Shifting to Cleveland, the Browns were a team during my offseason deep dive and projection process that had a lot of talent I loved. Jarvis Landry was a great talent to add, Josh Gordon was seemingly going to turn it around (again), David Njoku was a developing freak at tight end, Nick Chubb was a draft prospect that really popped off the page, and Myles Garrett and Denzel Ward were incredible young defensive talents who I trusted to anchor their respective segments on defense. On the other hand, I admittedly was not the highest on Baker Mayfield and thought he would be above average at best. I did think Mayfield was better than then-starter Tyrod Taylor, but I also expected Hue Jackson to botch the handling of that situation (as well as the rest of the team). Two years of laughably bad coaching was enough to convince me that this team was doomed as long as that man was in town, and I projected them as the third worst team in the model.

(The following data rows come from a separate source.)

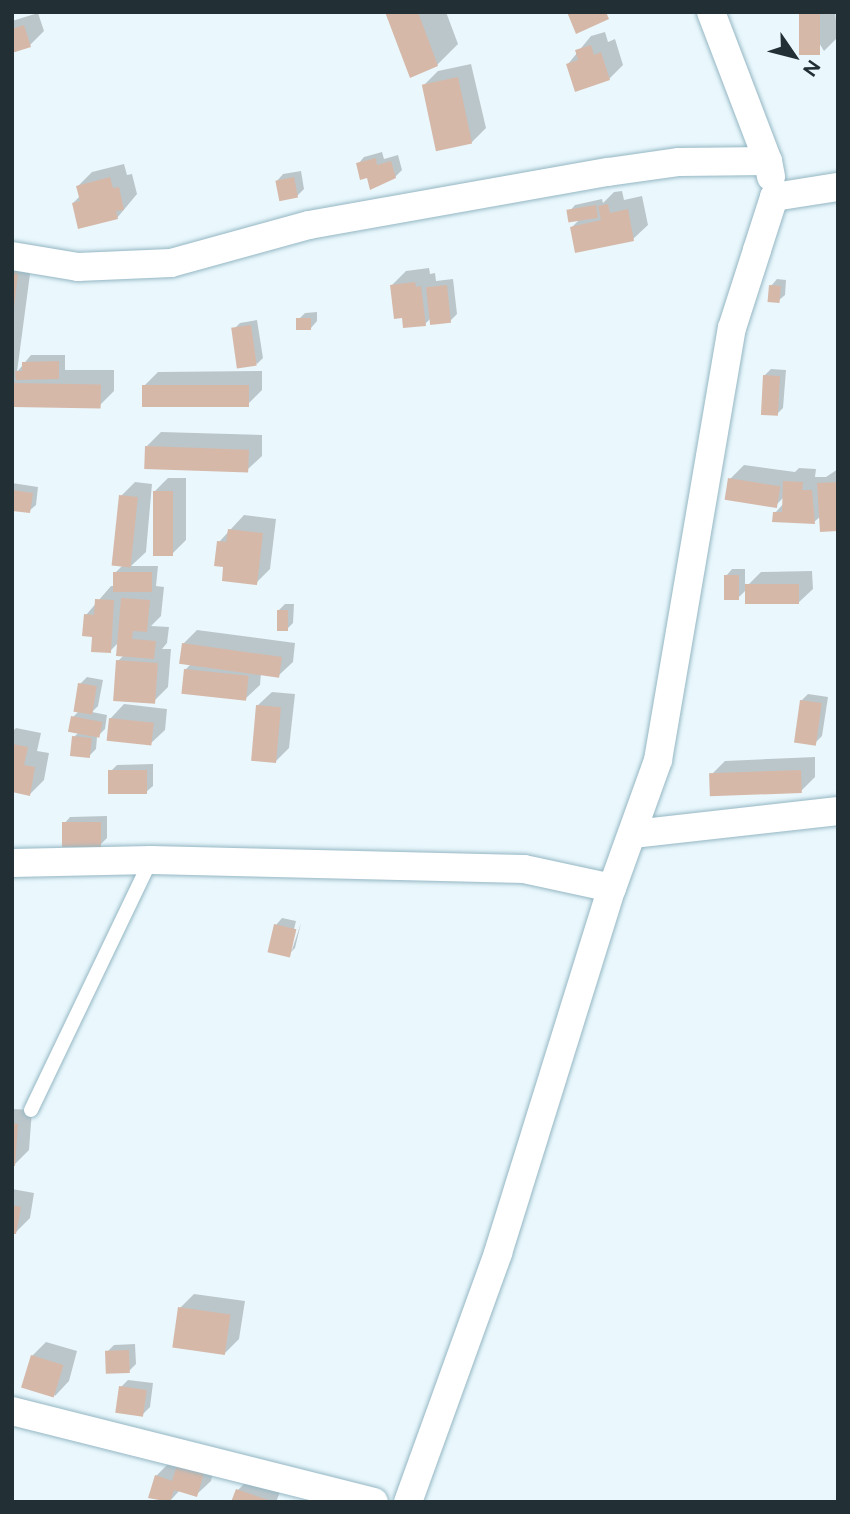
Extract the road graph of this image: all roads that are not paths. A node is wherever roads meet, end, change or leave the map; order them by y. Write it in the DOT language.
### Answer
graph roads {
  1 [pos="711,12"];
  2 [pos="768,161"];
  3 [pos="838,187"];
  4 [pos="774,197"];
  5 [pos="12,256"];
  6 [pos="838,811"];
  7 [pos="633,834"];
  8 [pos="151,860"];
  9 [pos="12,863"];
  10 [pos="612,888"];
  11 [pos="31,1110"];
  12 [pos="12,1411"];
  13 [pos="374,1502"];
  14 [pos="408,1502"];
  1 -- 2 [label="street"];
  2 -- 4 [label="street"];
  2 -- 5 [label="street"];
  3 -- 4 [label="street"];
  4 -- 7 [label="street"];
  6 -- 7 [label="street"];
  7 -- 10 [label="street"];
  8 -- 9 [label="street"];
  8 -- 10 [label="street"];
  8 -- 11 [label="lane"];
  10 -- 14 [label="street"];
  12 -- 13 [label="street"];
}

The Browns season has been covered in much detail, so I don’t feel the need to recap how their season has gone. The above chart is a look at how the team has fared before and after Baker Mayfield becoming the starter and Hue Jackson getting the boot. Note that Cleveland’s pass offense under Hue Jackson peaked in the Jets game in Week 3 when Mayfield had to come in for the injured Tyrod Taylor.Also note that the pass offense got progressively worse from that point on until Jackson’s firing. Then note the absolutely incredible improvement to the Browns’ pass offense following his firing. Hue Jackson is a cancer to every talent, team, and organization he finds himself meddling with and I am absolutely bewildered that he was able to find legitimate work in the NFL so quickly (but am not surprised it was with the Bengals, of all teams).

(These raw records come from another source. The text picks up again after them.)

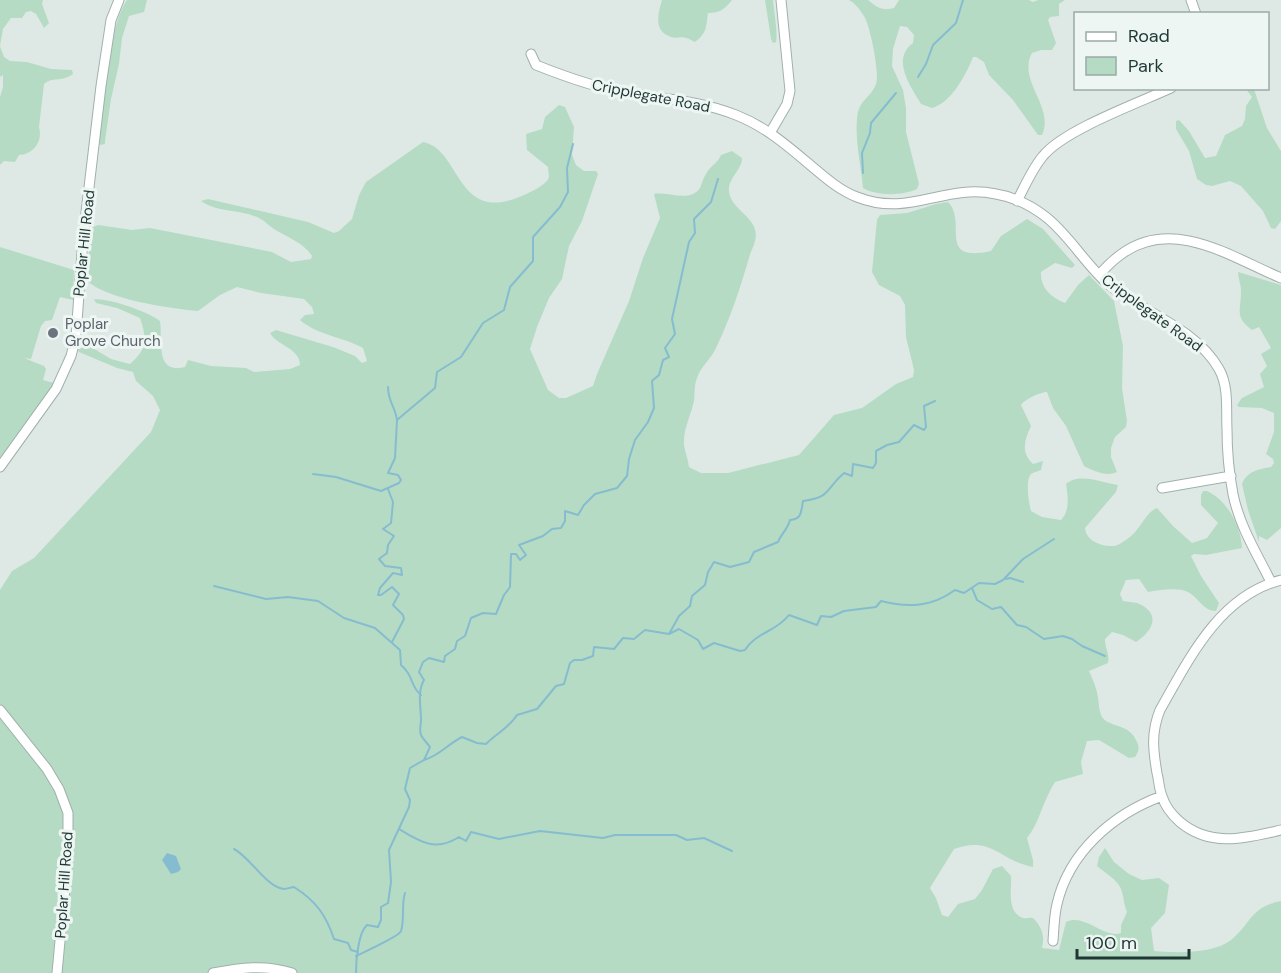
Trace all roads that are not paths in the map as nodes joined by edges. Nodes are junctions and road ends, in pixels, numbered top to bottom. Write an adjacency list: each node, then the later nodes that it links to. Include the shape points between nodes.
1 (119, 0): 9 (street, Poplar Hill Road, via 111,20 100,86 71,356 56,389)
2 (781, 0): 5 (street, via 790,91)
3 (531, 54): 5 (street, Cripplegate Road, via 536,65 577,81 716,109)
4 (1167, 90): 6 (street, via 1053,146 1033,170)
5 (770, 133): 6 (street, Cripplegate Road, via 839,188 870,202 907,204 967,192 994,193)
6 (1017, 201): 7 (street, Cripplegate Road, via 1055,225)
7 (1099, 275): 8 (street, via 1125,251 1165,238 1194,241); 10 (street, Cripplegate Road, via 1187,334 1211,357 1224,379)
8 (1281, 278)
9 (0, 467)
10 (1231, 476): 11 (street); 12 (street, Cripplegate Road, via 1246,532)
11 (1162, 488)
12 (1276, 581): 14 (street, via 1236,603 1214,624 1160,710 1152,743)
13 (0, 710): 17 (street, Poplar Hill Road, via 46,769 68,813)
14 (1162, 796): 15 (street, via 1169,811 1201,835 1239,839); 16 (street, via 1123,814 1095,837 1075,862 1057,905)
15 (1281, 831)
16 (1053, 941)
17 (57, 973)
18 (213, 973): 19 (street, via 257,967)
19 (292, 973)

For their Week 17 matchup, the Ravens and Browns currently rank 9th (9.000) and 16th (8.018) in expected wins in the model. This gives the Ravens a 52.88% chance of winning on a neutral field, good for a -1.5 spread under those conditions. After factoring in the various game-specific elements the model makes this game BAL -4.4. With the line set at BAL -6.5, there are 2.1 points of disagreement between the model and Vegas lines which makes CLE +6.5 -105 a model play risking 2.215 units to win 2.1 units.